January 19, Busselton at the Goose Restaurant having a latte followed by local champagne.
****Warning**** Following blog contains multiple and vague references to "The Life Aquatic"
After walking roughly one kilometer over the Busselton jetty, it was not the rotting chunks of wood on the deck that concerned me. The wood was old, but amply thick enough to stand rotting for a few more years before it deteriorated to any real danger. What concerned me was whether the $20 ticket to the Busselton Underwater Observatory for a 45-minute tour was worth it. 836 meters to go, and I would find out.
The Jetty itself has been in existence for over 140 years. Starting at roughly 150 meters right off the town’s main street, it was used for the loading of timber that ultimately paid for the unloading of dry goods that built Busselton. The Jetty was forced to grow as wind and wave action brought more sand. The ships, once lighter-weight sailing vessels, grew bigger and deeper with steam and coal. Horse carts gave way to rail and Busselton boomed through the virtue of this slim timber gateway to the world.
With the development of Bunbury’s port to the north, ships did not need Busselton’s jetty, and it was closed to commercial traffic in 1972.
It was a liability, and cost a fortune in upkeep. Yet the town chose to keep the structure. In 1976 an underwater observatory was proposed. 27 years later in 2004, it became a reality. 550 tones of concrete and eleven $20,000 acrylic windows were anchored to the sea floor.

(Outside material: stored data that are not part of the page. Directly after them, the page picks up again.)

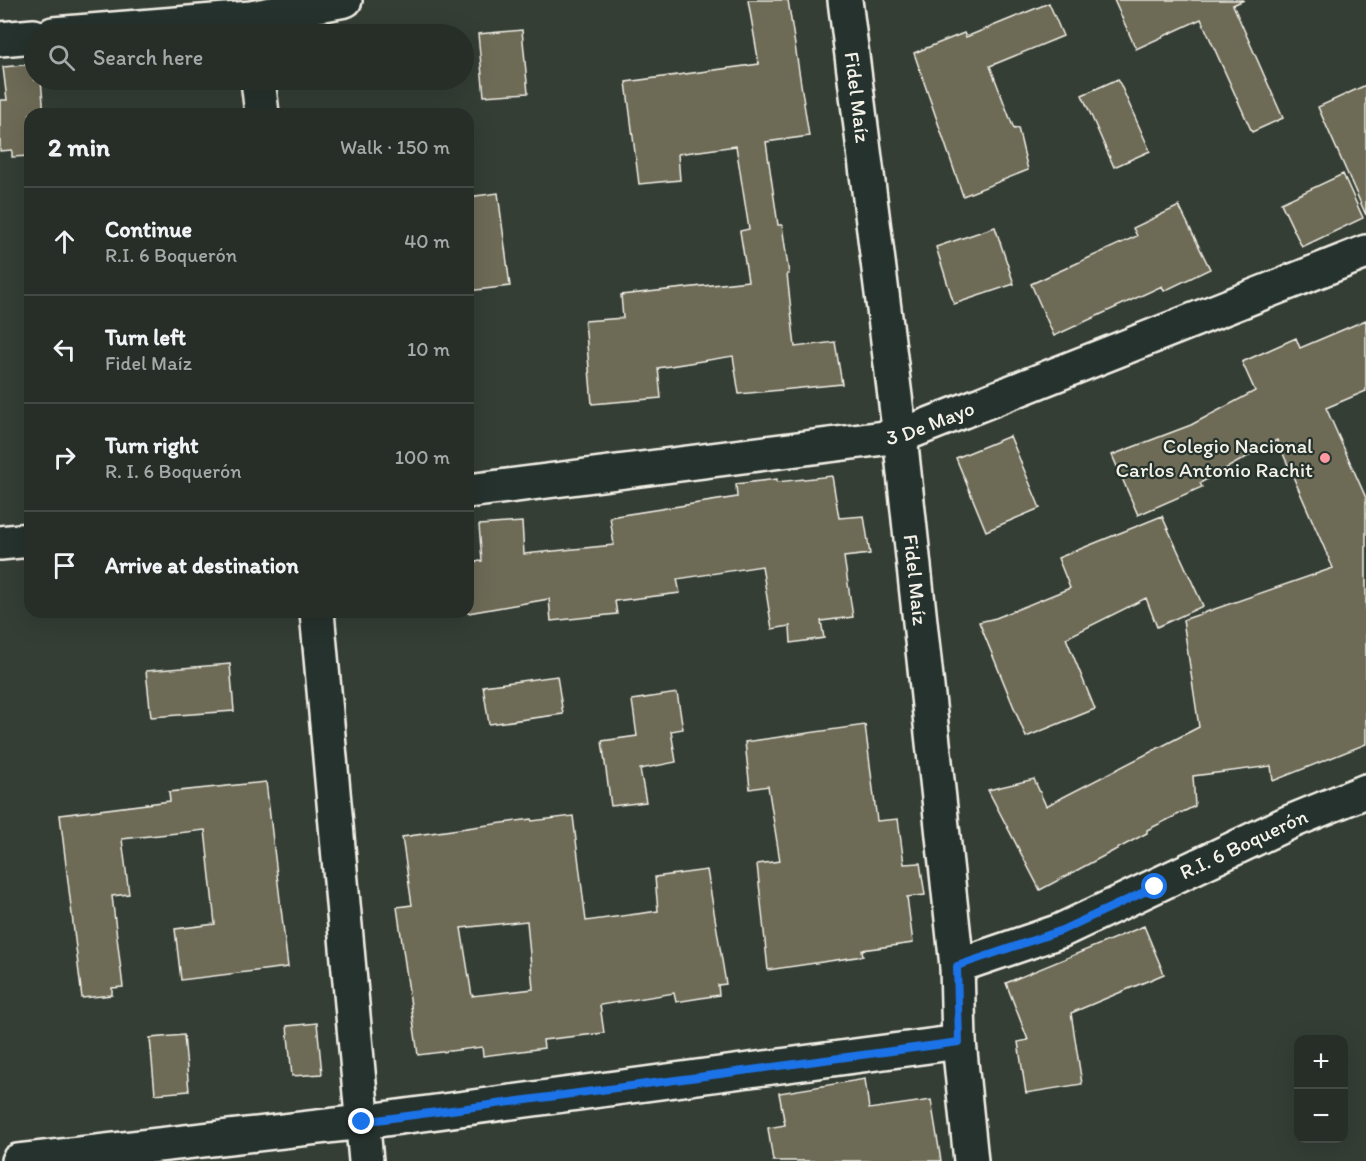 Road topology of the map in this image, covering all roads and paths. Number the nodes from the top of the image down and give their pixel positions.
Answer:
1 (345, 0) edge
2 (845, 0) edge
3 (251, 17) edge
4 (169, 24) edge
5 (24, 37) edge
6 (0, 39) edge
7 (259, 90) edge
8 (261, 108) edge
9 (1366, 252) edge
10 (900, 436) junction
11 (474, 490) edge
12 (24, 541) edge
13 (0, 543) edge
14 (318, 618) edge
15 (1366, 791) edge
16 (957, 966) junction
17 (959, 1042) junction
18 (362, 1122) junction
19 (18, 1161) edge
20 (366, 1161) edge
21 (971, 1161) edge

1 - 3 street
2 - 10 street, Fidel Maíz
3 - 4 street
5 - 6 street
7 - 8 street
9 - 10 street, 3 De Mayo
10 - 11 street, 3 De Mayo
10 - 16 street, Fidel Maíz
12 - 13 street
14 - 18 street
15 - 16 street, R.I. 6 Boquerón
16 - 17 street, Fidel Maíz
17 - 18 street
17 - 21 street, Fidel Maíz
18 - 19 street
18 - 20 street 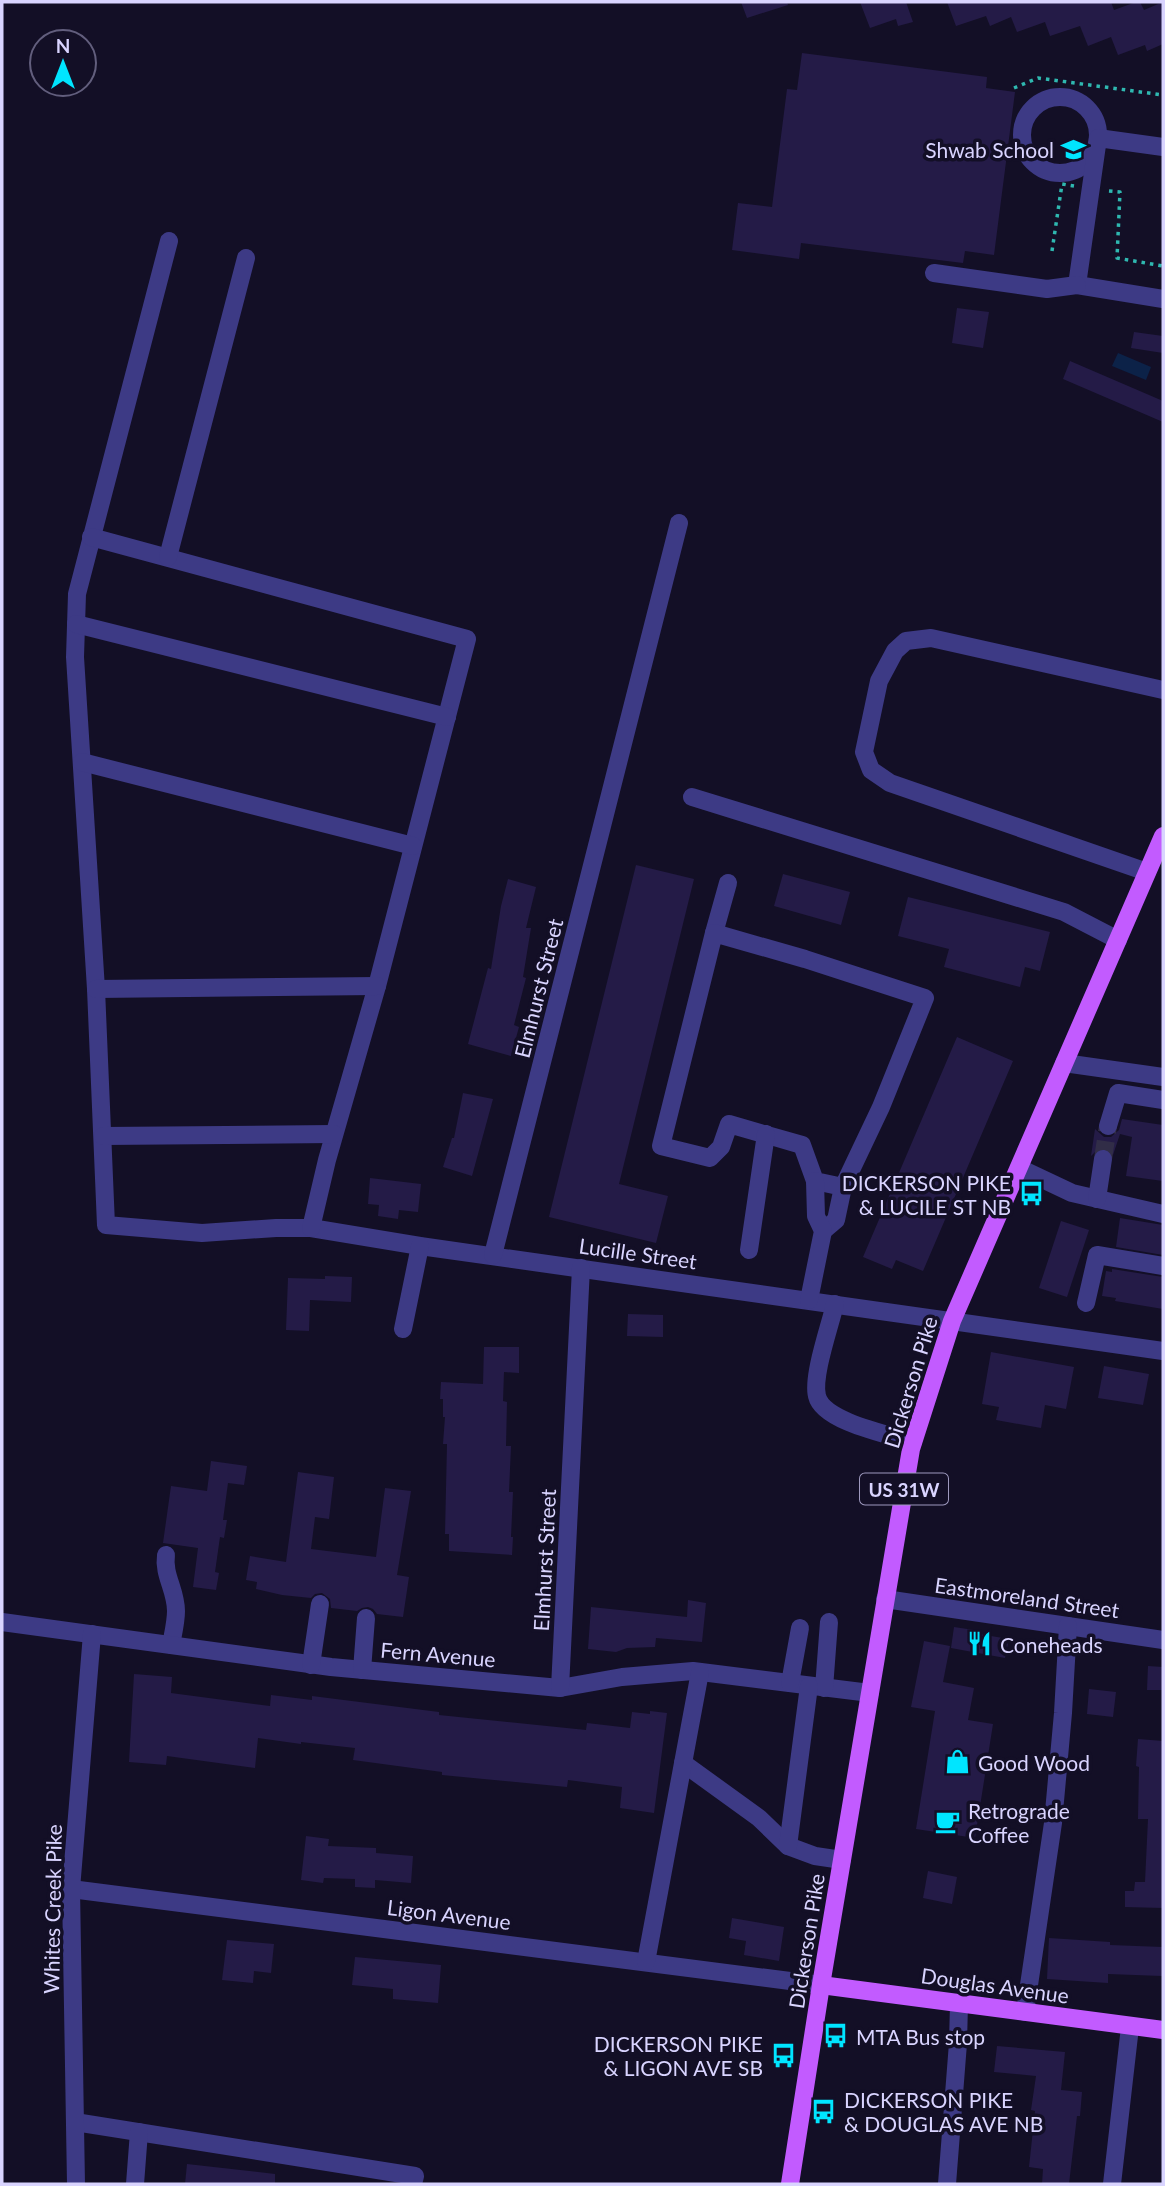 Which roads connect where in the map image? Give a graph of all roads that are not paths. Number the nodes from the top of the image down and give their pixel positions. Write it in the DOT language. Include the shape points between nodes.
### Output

From the shore it looks like a large shack on the end of a very old jetty. Up close, it looks like a modern shack. Inside, the top floor and entrance are “museum chic.”
I was still not convinced. Our guide was pregnant, but not chewing any gum. We descended to the first level. It was more or less at this point that I felt I was stepping into Alistair Hennessy’s sea lab. On the first level – the tide level, revealed in a cross-section of air and water – the surface acted like whipped cellophane revealing silver dollar sized barnacles. The next level was the same 100-year-old piling, now hollow in the middle and held together only by the life that had made their home around it. The colors: orange-purples, blues, reds and greens. Their soft texture looked like an artist’s brush strokes. It might as well have been an impressionist’s picture of an underwater piling.
On the sea floor, we walked on dry, red terracotta tiles Through one window – an encrusted anchor, another, a school of yellow-finned mackerel. No food is brought to them. Just the natural attraction of the unnatural reef draws them in. It was truly breathtaking. My 45 minutes inspired me, and I felt compelled to take something, like an espresso machine. Since this was not the Life Aquatic and there were no espresso machines or interns, I had to settle for my latte at the posh "Goose" restaurant on the shore side of the jetty.